A task force weighing the privacy rights of crime victims against open access to public records under the Freedom of Information Act will have its third and final public hearing Wednesday morning in the Legislative Office Building.
The group was created as part of a new law restricting the release of some police records pertaining to homicide victims and victims who are children. The bill was passed by lawmakers after families of victims of the Sandy Hook shooting appealed to the legislature to stop the release of records pertaining to the Dec. 14 incident.
The law has been described as a “stopgap” measure passed while the investigation into the shooting is ongoing. The task force is meant to inform more permanent legislative action on the issue and is scheduled to make recommendations to lawmakers by Jan. 1.
According to the Connecticut Society of Professional Journalists, the group’s national president, David Cuillier will testify at the hearing, presumably to argue against curtailing the state’s public disclosure law. SPJ’s leadership wrote to Gov. Dannel P. Malloy in May to oppose the closed-door negotiations that led to the legislation.
Although the group’s first public hearing at a church in Hartford was sparsely attended, several people came out to give testimony for the panel’s second hearing last Wednesday in Bridgeport, including some family members of the Sandy Hook victims. The entire event was filmed by the Connecticut Network — www.ctn.state.ct.us — which has posted the video on its website.
Those who testified last week were overwhelmingly in favor of carving out more disclosure exemptions to the state’s Freedom of Information law.
Dean Pinto, a father whose son, Jack, was killed during the Dec. 14 massacre was among those who spoke at the Bridgeport hearing. He argued that state’s FOI laws need to be restricted in light of technology which gives anyone the ability to spread information.

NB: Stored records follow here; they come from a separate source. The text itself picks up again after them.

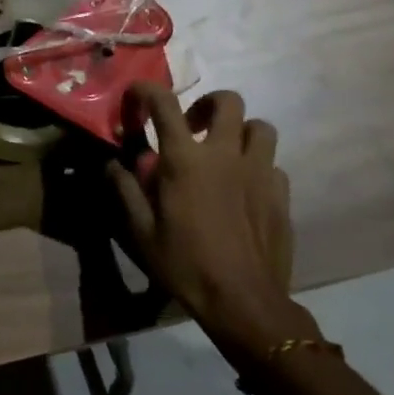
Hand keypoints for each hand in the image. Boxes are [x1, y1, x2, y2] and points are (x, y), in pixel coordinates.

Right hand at [108, 82, 319, 363]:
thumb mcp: (141, 231)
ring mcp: (259, 173)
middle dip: (207, 104)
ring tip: (224, 153)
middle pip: (228, 101)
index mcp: (186, 159)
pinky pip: (273, 165)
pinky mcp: (281, 195)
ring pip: (260, 128)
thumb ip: (125, 190)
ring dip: (240, 132)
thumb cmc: (185, 264)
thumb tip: (112, 163)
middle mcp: (226, 154)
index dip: (146, 91)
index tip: (136, 96)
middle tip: (192, 126)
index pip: (164, 103)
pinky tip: (244, 189)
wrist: (244, 303)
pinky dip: (257, 167)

“While our Freedom of Information laws may have been adequate in a world where only the mainstream media disseminated information, that is simply no longer the case,” he said. “. . . Today, anyone with a computer can have a broader audience than your local newspaper and decency and discretion seem to be unrecognizable concepts that can no longer be counted on even in the most tragic of circumstances.”
Bridgeport Mayor Bill Finch agreed. He told the panel there should be some legal carve-out to protect the privacy of crime victims and their families. Finch said there can not be “an absolute right to freedom of speech.”
“I don’t think it is a weakening of the First Amendment, I think it’s a maturation of the First Amendment. We’re not talking about reasonable people all the time with editorial boards, we’re not talking about people who have a filter of common decency. We are talking about bloggers. We’re talking about people who want the most salacious thing to share with their friends,” he said.
Another father of a Sandy Hook victim was highly critical of the job the news media itself has done. Mark Mattioli, whose son, James, was among those killed Dec. 14, said the news media uses graphic details unnecessarily and spoke of an incident where one reporter showed up on his doorstep even after he twice declined to speak to her by phone.
“There is a real cost to such exploitation and I’m here to put a face on that pain,” he said.
James Smith, a member of the task force and president of the Connecticut Council on Freedom of Information, said journalists must cover tragedies because it is their job to inform the public of what has happened in society.
“What we’ve always tried to do with the victims of tragedy is offer them an opportunity to talk . . . about family members who were either killed or maimed to make it as human as it can possibly be done. You do that as respectfully as you possibly can,” he said.